In dieser Geschichte hat mir ganz besonders die junge Pfarrersfrau Marie gefallen, die mit ihrem Mann gleich noch ein Stück vom Beruf geheiratet hat. Denn an „Frau Pfarrer“ sind große Erwartungen geknüpft. Für alle eine offenes Ohr, in den Vereinen präsent und unbezahlte Seniorenberaterin soll sie auch noch sein. Kein Wunder, dass sie mit der Rolle hadert. Die Autorin schildert das Ankommen und Heimischwerden auf eine mitreißende Art und ihr gelingt die Verknüpfung zwischen der alten Liebesgeschichte und dem heutigen Handlungsstrang. Beide sind warmherzig erzählt, der Stil der Autorin gefiel mir außerordentlich gut.

Ihr gelingt auch noch eine kleine Hommage an das Dorf, ich konnte es mir gut vorstellen und gleichzeitig kamen auch die Erinnerungen an das Dorf meiner Kindheit hoch, dessen Schicksal dem von Oberkirchbach gleicht – nur dass es keine Marie gibt.

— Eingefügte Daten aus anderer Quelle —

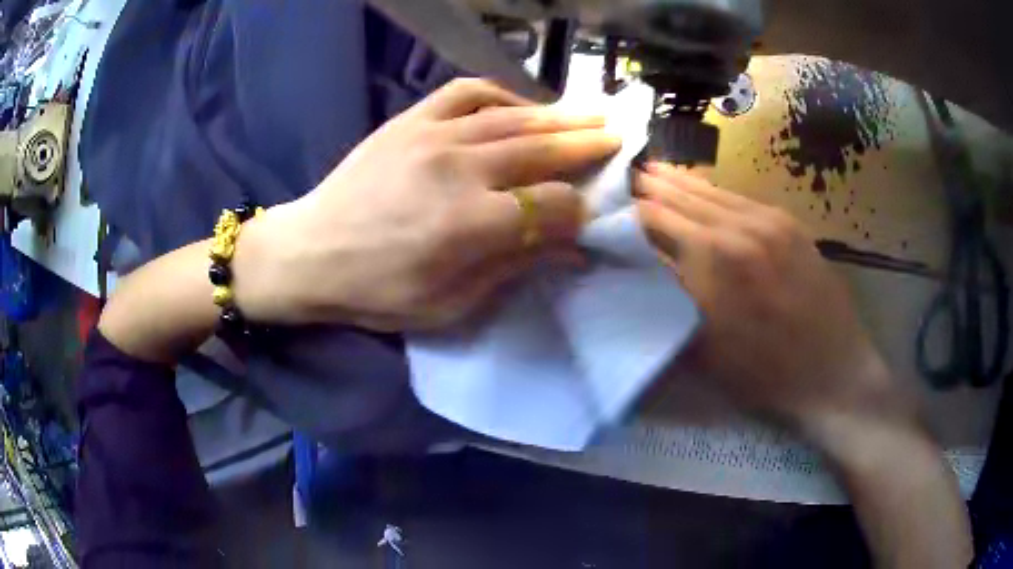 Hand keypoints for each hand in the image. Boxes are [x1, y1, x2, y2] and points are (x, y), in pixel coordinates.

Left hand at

Die Autorin ließ auch wichtige Themen einfließen: die Kriegstraumata, die damals nicht erkannt und behandelt wurden, der Umgang mit Ostflüchtlingen und in der Gegenwart der Strukturwandel der Dörfer. Das alles gelingt mir mit Empathie und Herzenswärme und so ist der Roman von der ersten Seite an ein ganz besonderer Lesegenuss.